## Required action:
Each entry needs to be restated exactly as written.

## Data:
^^^^

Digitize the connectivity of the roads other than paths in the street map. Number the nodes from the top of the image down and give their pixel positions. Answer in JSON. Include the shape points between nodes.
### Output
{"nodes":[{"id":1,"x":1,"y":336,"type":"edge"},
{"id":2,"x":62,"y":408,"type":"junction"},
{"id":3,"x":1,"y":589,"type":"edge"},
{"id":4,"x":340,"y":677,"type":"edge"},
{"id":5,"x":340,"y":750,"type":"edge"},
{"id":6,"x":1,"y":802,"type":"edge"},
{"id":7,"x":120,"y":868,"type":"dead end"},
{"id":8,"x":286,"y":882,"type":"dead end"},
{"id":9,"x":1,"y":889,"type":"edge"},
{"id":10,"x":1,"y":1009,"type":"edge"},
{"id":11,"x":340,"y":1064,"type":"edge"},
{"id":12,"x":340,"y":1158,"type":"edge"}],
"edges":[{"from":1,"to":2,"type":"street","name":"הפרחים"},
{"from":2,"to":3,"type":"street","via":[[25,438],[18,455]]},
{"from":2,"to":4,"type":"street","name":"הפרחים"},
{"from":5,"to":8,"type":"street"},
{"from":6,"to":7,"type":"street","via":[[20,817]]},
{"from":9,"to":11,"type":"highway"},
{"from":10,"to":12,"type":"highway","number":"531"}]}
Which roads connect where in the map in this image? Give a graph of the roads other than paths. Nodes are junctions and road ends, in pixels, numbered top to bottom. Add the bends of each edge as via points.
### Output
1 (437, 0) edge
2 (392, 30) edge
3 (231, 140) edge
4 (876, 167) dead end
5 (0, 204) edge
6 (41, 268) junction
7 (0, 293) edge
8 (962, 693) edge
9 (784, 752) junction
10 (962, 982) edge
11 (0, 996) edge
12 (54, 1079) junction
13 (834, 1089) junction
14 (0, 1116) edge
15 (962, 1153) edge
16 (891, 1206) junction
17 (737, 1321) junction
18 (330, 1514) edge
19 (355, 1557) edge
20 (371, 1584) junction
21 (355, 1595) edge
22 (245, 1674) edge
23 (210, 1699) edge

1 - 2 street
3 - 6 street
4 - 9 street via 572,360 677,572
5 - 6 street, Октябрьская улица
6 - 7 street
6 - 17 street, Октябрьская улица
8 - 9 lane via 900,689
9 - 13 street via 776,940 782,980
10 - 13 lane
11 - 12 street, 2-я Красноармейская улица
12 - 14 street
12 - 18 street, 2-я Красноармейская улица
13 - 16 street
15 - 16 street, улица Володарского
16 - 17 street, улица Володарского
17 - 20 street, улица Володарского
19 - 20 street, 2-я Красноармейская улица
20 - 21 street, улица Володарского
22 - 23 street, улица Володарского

^^^^

## Answer to this task:
Digitize the connectivity of the roads other than paths in the street map. Number the nodes from the top of the image down and give their pixel positions. Answer in JSON. Include the shape points between nodes.
### Output
{"nodes":[{"id":1,"x":1,"y":336,"type":"edge"},
{"id":2,"x":62,"y":408,"type":"junction"},
{"id":3,"x":1,"y":589,"type":"edge"},
{"id":4,"x":340,"y":677,"type":"edge"},
{"id":5,"x":340,"y":750,"type":"edge"},
{"id":6,"x":1,"y":802,"type":"edge"},
{"id":7,"x":120,"y":868,"type":"dead end"},
{"id":8,"x":286,"y":882,"type":"dead end"},
{"id":9,"x":1,"y":889,"type":"edge"},
{"id":10,"x":1,"y":1009,"type":"edge"},
{"id":11,"x":340,"y":1064,"type":"edge"},
{"id":12,"x":340,"y":1158,"type":"edge"}],
"edges":[{"from":1,"to":2,"type":"street","name":"הפרחים"},
{"from":2,"to":3,"type":"street","via":[[25,438],[18,455]]},
{"from":2,"to":4,"type":"street","name":"הפרחים"},
{"from":5,"to":8,"type":"street"},
{"from":6,"to":7,"type":"street","via":[[20,817]]},
{"from":9,"to":11,"type":"highway"},
{"from":10,"to":12,"type":"highway","number":"531"}]}
Which roads connect where in the map in this image? Give a graph of the roads other than paths. Nodes are junctions and road ends, in pixels, numbered top to bottom. Add the bends of each edge as via points.
### Output
1 (437, 0) edge
2 (392, 30) edge
3 (231, 140) edge
4 (876, 167) dead end
5 (0, 204) edge
6 (41, 268) junction
7 (0, 293) edge
8 (962, 693) edge
9 (784, 752) junction
10 (962, 982) edge
11 (0, 996) edge
12 (54, 1079) junction
13 (834, 1089) junction
14 (0, 1116) edge
15 (962, 1153) edge
16 (891, 1206) junction
17 (737, 1321) junction
18 (330, 1514) edge
19 (355, 1557) edge
20 (371, 1584) junction
21 (355, 1595) edge
22 (245, 1674) edge
23 (210, 1699) edge

1 - 2 street
3 - 6 street
4 - 9 street via 572,360 677,572
5 - 6 street, Октябрьская улица
6 - 7 street
6 - 17 street, Октябрьская улица
8 - 9 lane via 900,689
9 - 13 street via 776,940 782,980
10 - 13 lane
11 - 12 street, 2-я Красноармейская улица
12 - 14 street
12 - 18 street, 2-я Красноармейская улица
13 - 16 street
15 - 16 street, улица Володарского
16 - 17 street, улица Володарского
17 - 20 street, улица Володарского
19 - 20 street, 2-я Красноармейская улица
20 - 21 street, улица Володарского
22 - 23 street, улица Володарского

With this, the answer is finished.